Pope Francis and UN Secretary General record video urging religious freedom, climate protection

Pope Francis and Guterres Vatican Pool Pope Francis and UN Secretary General António Guterres in the Vatican Apostolic Palace Dec. 20, 2019. | credit: EWTN-CNA/Evandro Inetti/Vatican Pool

Pope Francis and the United Nations Secretary General António Guterres recorded a video message together at the Vatican Friday in which the two leaders urge the importance of religious freedom, human dignity, and environmental protection.

"We must not remain indifferent to the human dignity trampled on and exploited, to attacks against human life, whether it is yet to be born or that of every person in need of care," Pope Francis said in the video message recorded with the the UN Secretary General at the Vatican Apostolic Palace Dec. 20.

"We cannot, we must not turn away when the believers of various faiths are persecuted, in different parts of the world.
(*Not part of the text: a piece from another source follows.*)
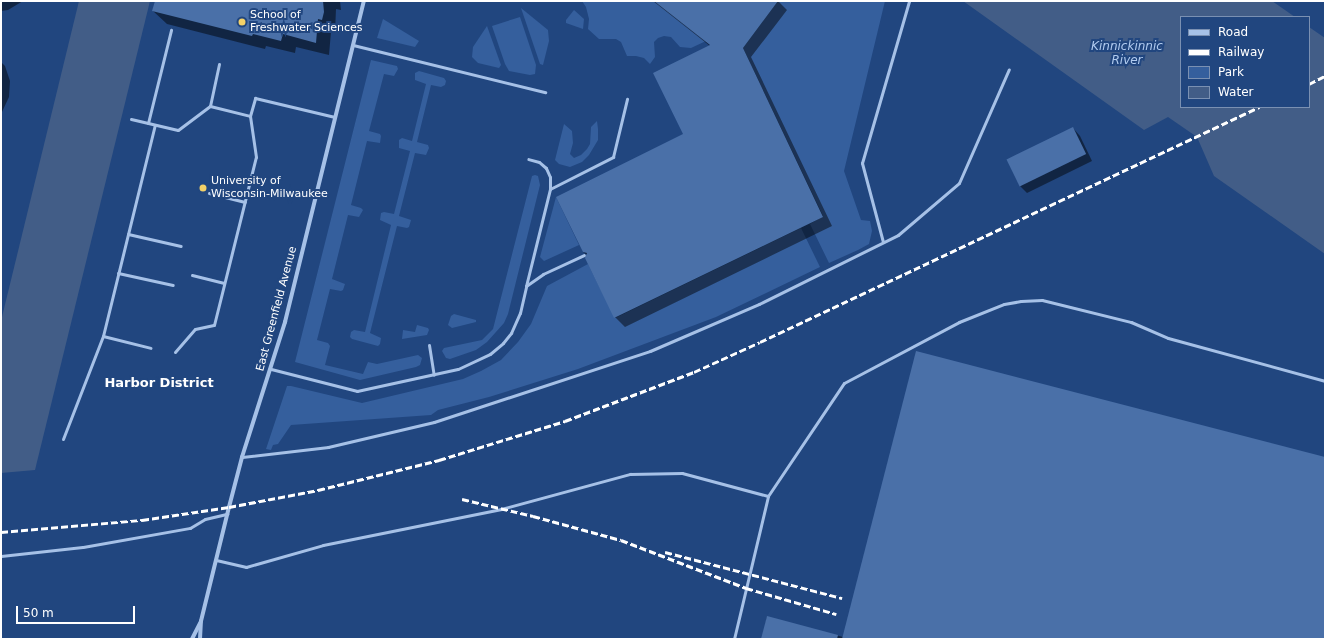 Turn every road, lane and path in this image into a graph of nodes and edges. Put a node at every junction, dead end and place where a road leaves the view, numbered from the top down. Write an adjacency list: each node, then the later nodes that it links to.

The use of religion to incite hatred … cries out for God's justice," the pope said.

The UN Secretary General added: "Tragically we see Jews being murdered in synagogues, their gravestones defaced with swastikas; Muslims gunned down in mosques, their religious sites vandalized; Christians killed at prayers, their churches torched. We need to do more to promote mutual understanding and tackle rising hatred."

"Our meeting is especially meaningful during this Christmas season. This is a time of peace and goodwill and I am sad to witness Christian communities – including some of the world's oldest - unable to celebrate Christmas in safety," Guterres said.

Antonio Guterres, former prime minister of Portugal, has served as the UN Secretary General since 2017. He first met Pope Francis at the Vatican as the UN High Commissioner for Refugees in 2013, and again as secretary general during the pope's 2015 visit to UN headquarters in Geneva.

"You are a messenger for hope and humanity – for reducing human suffering and promoting human dignity," the UN Secretary General told the pope.

He thanked Pope Francis for being a "clear moral voice" and for promoting interfaith relations, particularly through the Abu Dhabi declaration on human fraternity with the Grand Imam of Al- Azhar.

"This declaration is extremely important when we see such dramatic attacks on religious freedom and the lives of believers," he said. "The United Nations has also launched a Plan of Action to Safeguard Religious Sites and a strategy to combat hate speech."

In August, the UN General Assembly inaugurated the first International Day Commemorating the Victims of Acts of Violence Based on Religion or Belief to be marked each year on Aug. 22.

UN Secretary General also thanked Pope Francis for highlighting the issue of climate change in his encyclical Laudato Si.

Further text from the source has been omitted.